Este armario está desocupado para que los muñecos que decidáis traer a la casa coloquen su ajuar de ropa de color, vestidos, abrigos, calzado, etc.

Réstame señalaros la última pieza de la casa, el cuarto-retrete. Ved en él, con el alejamiento necesario para que sus olores no envenenen las demás habitaciones de la casa, el agua corriente, que es el mejor desinfectante; el mármol blanco, que es el mejor evitador de suciedades, y las macetas de plantas olorosas para recrear la vista y purificar el ambiente.

–Y dime, papá, –interrumpió el niño– toda esta quinta, y sobre todo estos terrenos de plantaciones, estos jardines y demás cosas que tiene la posesión, siendo de mentira, es decir, estando todo contrahecho, ¿cómo hacer que produzcan, y cómo hacer que crezcan, y cómo sembrarlas y regarlas, y demás faenas que nos has explicado?

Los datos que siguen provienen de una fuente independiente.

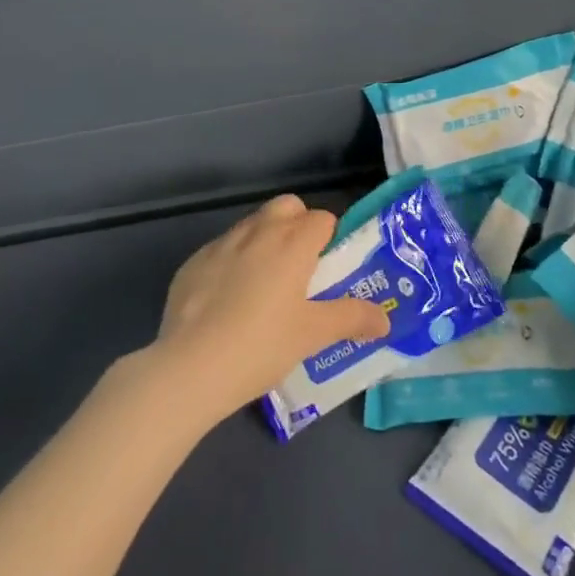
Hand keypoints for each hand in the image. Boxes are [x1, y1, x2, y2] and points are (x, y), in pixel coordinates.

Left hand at [150, 194, 390, 421]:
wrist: (189, 368)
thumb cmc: (262, 345)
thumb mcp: (313, 335)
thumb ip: (352, 318)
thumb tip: (384, 319)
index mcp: (292, 242)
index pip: (322, 218)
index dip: (330, 239)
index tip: (329, 270)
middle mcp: (257, 231)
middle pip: (287, 206)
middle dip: (298, 225)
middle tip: (301, 269)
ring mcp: (220, 244)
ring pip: (252, 225)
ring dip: (265, 241)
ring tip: (264, 287)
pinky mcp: (192, 263)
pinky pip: (222, 250)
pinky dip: (232, 263)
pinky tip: (227, 302)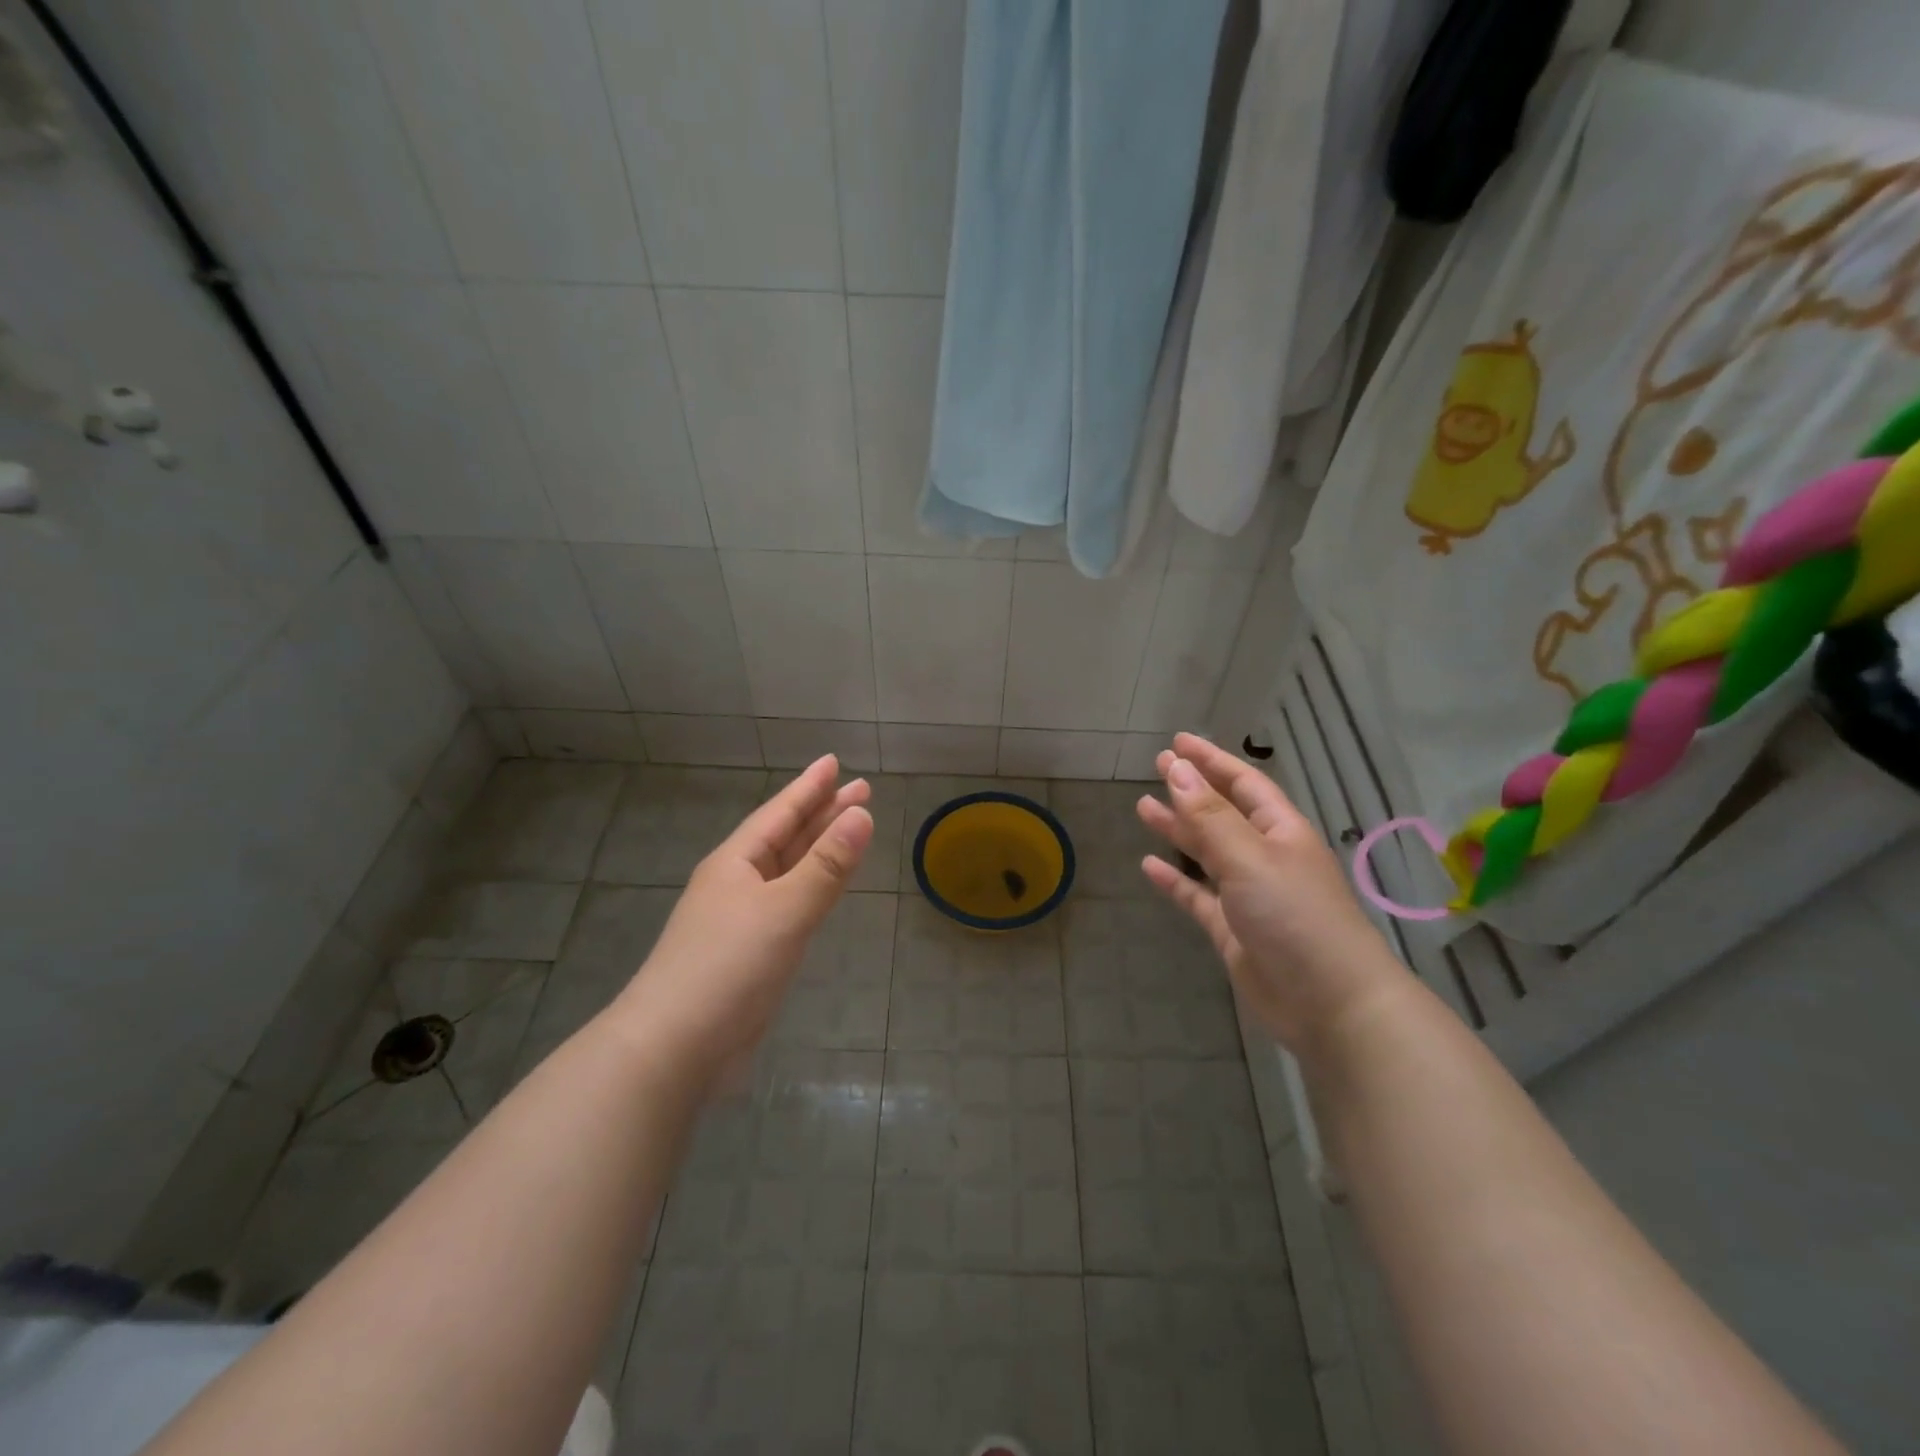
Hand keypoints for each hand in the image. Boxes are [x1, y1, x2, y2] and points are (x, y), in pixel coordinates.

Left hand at [614, 755, 873, 1087]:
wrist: (673, 1048)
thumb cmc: (728, 966)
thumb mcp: (784, 909)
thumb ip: (826, 864)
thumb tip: (862, 814)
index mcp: (735, 863)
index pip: (780, 813)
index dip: (809, 787)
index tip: (835, 762)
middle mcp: (736, 884)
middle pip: (786, 838)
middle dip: (822, 813)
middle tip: (860, 790)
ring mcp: (740, 921)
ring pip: (787, 871)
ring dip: (818, 849)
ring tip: (850, 829)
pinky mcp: (749, 955)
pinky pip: (788, 905)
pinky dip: (811, 889)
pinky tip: (823, 890)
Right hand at [1136, 732, 1399, 1053]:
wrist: (1329, 1003)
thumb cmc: (1295, 917)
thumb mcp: (1249, 857)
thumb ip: (1209, 816)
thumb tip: (1175, 769)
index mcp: (1280, 831)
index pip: (1243, 783)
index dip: (1211, 760)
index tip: (1177, 742)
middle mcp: (1264, 856)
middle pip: (1222, 813)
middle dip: (1191, 789)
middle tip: (1156, 767)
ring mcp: (1248, 894)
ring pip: (1207, 852)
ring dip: (1178, 829)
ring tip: (1143, 808)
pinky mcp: (1232, 930)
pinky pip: (1197, 896)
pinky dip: (1175, 880)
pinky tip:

–Hijos míos: es cierto que todo es imitado en vuestra posesión, o mejor dicho, en la posesión de vuestros muñecos; los cálculos de productos, el estudio de siembras y crecimiento de las plantaciones que aquí se os ofrecen todas en la plenitud de su desarrollo, podéis estudiarlo en los libros que yo os daré y que son iguales a los que figuran de mentirijillas en la casa de muñecas; el manejo del agua, que es una de las cosas que más os entretendrán en vuestros juegos, podéis hacerle, porque todo se halla dispuesto para evitar corrupción y humedad, y además, se renovará la tierra de vuestra finca cuantas veces sea preciso; en cuanto a la dificultad que encuentras en poderos figurar que toda vuestra posesión es real o de verdad, no creo que la tengáis; los sables de hojalata, los caballos de cartón, los soldados de plomo, que tenías antes, ¿no se os figuraban de verdad?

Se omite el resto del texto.